● Aim of the exercise
Write all of the lines below out again, exactly as they stand.
*** Opening Provided data ***
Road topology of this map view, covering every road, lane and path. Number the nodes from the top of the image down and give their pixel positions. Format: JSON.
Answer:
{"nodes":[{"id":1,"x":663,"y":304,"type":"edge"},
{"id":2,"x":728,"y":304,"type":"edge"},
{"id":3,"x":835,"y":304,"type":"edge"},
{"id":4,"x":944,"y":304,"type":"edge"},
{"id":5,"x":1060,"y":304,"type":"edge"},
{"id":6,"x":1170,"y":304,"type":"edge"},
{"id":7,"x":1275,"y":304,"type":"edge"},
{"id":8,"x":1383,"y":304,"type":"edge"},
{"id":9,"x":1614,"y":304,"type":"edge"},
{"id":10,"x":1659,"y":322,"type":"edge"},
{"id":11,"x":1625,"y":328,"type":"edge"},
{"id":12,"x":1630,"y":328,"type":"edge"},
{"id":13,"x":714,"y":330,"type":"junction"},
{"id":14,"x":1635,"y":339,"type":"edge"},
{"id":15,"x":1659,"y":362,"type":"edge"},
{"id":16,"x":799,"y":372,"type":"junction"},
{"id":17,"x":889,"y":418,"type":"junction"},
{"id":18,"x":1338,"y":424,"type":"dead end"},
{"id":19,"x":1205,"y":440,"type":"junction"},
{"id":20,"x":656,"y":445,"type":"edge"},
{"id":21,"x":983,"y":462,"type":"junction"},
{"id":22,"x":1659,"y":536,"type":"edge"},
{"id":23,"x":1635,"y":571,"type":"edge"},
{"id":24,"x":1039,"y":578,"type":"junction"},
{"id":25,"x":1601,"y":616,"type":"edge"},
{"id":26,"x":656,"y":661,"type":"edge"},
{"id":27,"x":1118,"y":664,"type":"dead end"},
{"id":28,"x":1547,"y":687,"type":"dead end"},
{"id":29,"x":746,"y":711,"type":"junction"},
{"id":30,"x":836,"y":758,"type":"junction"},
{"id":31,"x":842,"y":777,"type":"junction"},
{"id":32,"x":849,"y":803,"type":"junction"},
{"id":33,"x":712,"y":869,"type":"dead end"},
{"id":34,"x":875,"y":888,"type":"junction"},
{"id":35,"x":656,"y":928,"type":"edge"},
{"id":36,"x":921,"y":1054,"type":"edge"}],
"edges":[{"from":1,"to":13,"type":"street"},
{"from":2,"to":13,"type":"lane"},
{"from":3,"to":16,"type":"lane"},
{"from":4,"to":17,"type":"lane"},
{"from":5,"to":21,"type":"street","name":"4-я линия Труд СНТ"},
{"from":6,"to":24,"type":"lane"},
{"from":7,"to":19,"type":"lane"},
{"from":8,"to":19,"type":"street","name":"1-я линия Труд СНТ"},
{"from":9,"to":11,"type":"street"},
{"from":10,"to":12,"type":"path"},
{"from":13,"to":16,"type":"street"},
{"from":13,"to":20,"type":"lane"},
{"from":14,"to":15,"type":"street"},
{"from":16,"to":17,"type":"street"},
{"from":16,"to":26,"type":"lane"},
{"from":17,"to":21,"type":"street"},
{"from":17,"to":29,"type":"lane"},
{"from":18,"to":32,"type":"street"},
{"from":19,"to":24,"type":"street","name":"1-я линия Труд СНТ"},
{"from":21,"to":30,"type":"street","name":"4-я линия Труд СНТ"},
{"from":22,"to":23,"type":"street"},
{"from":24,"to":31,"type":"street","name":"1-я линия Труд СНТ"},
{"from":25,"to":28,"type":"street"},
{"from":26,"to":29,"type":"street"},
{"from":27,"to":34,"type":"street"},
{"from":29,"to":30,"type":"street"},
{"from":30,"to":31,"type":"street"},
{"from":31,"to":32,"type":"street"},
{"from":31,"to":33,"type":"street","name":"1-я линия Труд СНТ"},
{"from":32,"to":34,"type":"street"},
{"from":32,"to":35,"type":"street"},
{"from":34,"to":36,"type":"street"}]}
*** Closing Provided data ***
● Problem solution
Road topology of this map view, covering every road, lane and path. Number the nodes from the top of the image down and give their pixel positions. Format: JSON.
Answer:
{"nodes":[{"id":1,"x":663,"y":304,"type":"edge"},
{"id":2,"x":728,"y":304,"type":"edge"},
{"id":3,"x":835,"y":304,"type":"edge"},
{"id":4,"x":944,"y":304,"type":"edge"},
{"id":5,"x":1060,"y":304,"type":"edge"},
{"id":6,"x":1170,"y":304,"type":"edge"},
{"id":7,"x":1275,"y":304,"type":"edge"},
{"id":8,"x":1383,"y":304,"type":"edge"},
{"id":9,"x":1614,"y":304,"type":"edge"},
{"id":10,"x":1659,"y":322,"type":"edge"},
{"id":11,"x":1625,"y":328,"type":"edge"},
{"id":12,"x":1630,"y":328,"type":"edge"},
{"id":13,"x":714,"y":330,"type":"junction"},
{"id":14,"x":1635,"y":339,"type":"edge"},
{"id":15,"x":1659,"y":362,"type":"edge"},
{"id":16,"x":799,"y":372,"type":"junction"},
{"id":17,"x":889,"y":418,"type":"junction"},
{"id":18,"x":1338,"y":424,"type":"dead end"},
{"id":19,"x":1205,"y":440,"type":"junction"},
{"id":20,"x":656,"y":445,"type":"edge"},
{"id":21,"x":983,"y":462,"type":"junction"},
{"id":22,"x":1659,"y":536,"type":"edge"},
{"id":23,"x":1635,"y":571,"type":"edge"},
{"id":24,"x":1039,"y":578,"type":"junction"},
{"id":25,"x":1601,"y":616,"type":"edge"},
{"id":26,"x":656,"y":661,"type":"edge"},
{"id":27,"x":1118,"y":664,"type":"dead end"},
{"id":28,"x":1547,"y":687,"type":"dead end"},
{"id":29,"x":746,"y":711,"type":"junction"},
{"id":30,"x":836,"y":758,"type":"junction"},
{"id":31,"x":842,"y":777,"type":"junction"},
{"id":32,"x":849,"y":803,"type":"junction"},
{"id":33,"x":712,"y":869,"type":"dead end"},
{"id":34,"x":875,"y":888,"type":"junction"},
{"id":35,"x":656,"y":928,"type":"edge"},
{"id":36,"x":921,"y":1054,"type":"edge"}],
"edges":[{"from":1,"to":13,"type":"street"},
{"from":2,"to":13,"type":"lane"},
{"from":3,"to":16,"type":"lane"},
{"from":4,"to":17,"type":"lane"},
{"from":5,"to":21,"type":"street","name":"4-я линия Труд СНТ"},
{"from":6,"to":24,"type":"lane"},
{"from":7,"to":19,"type":"lane"},
{"from":8,"to":19,"type":"street","name":"1-я линия Труд СНТ"},
{"from":9,"to":11,"type":"street"},
{"from":10,"to":12,"type":"path"},
{"from":13,"to":16,"type":"street"},
{"from":13,"to":20,"type":"lane"},
{"from":14,"to":15,"type":"street"},
{"from":16,"to":17,"type":"street"},
{"from":16,"to":26,"type":"lane"},
{"from":17,"to":21,"type":"street"},
{"from":17,"to":29,"type":"lane"},
{"from":18,"to":32,"type":"street"},
{"from":19,"to":24,"type":"street","name":"1-я линия Труд СНТ"},
{"from":21,"to":30,"type":"street","name":"4-я линия Труд СНТ"},
{"from":22,"to":23,"type":"street"},
{"from":24,"to":31,"type":"street","name":"1-я линия Труд СНТ"},
{"from":25,"to":28,"type":"street"},
{"from":26,"to":29,"type":"street"},
{"from":27,"to":34,"type":"street"},
{"from":29,"to":30,"type":"street"},
{"from":30,"to":31,"type":"street"},
{"from":31,"to":32,"type":"street"},
{"from":31,"to":33,"type":"street","name":"1-я линия Труд СНТ"},
{"from":32,"to":34,"type":"street"},
{"from":32,"to":35,"type":"street"},
{"from":34,"to":36,"type":"street"}]}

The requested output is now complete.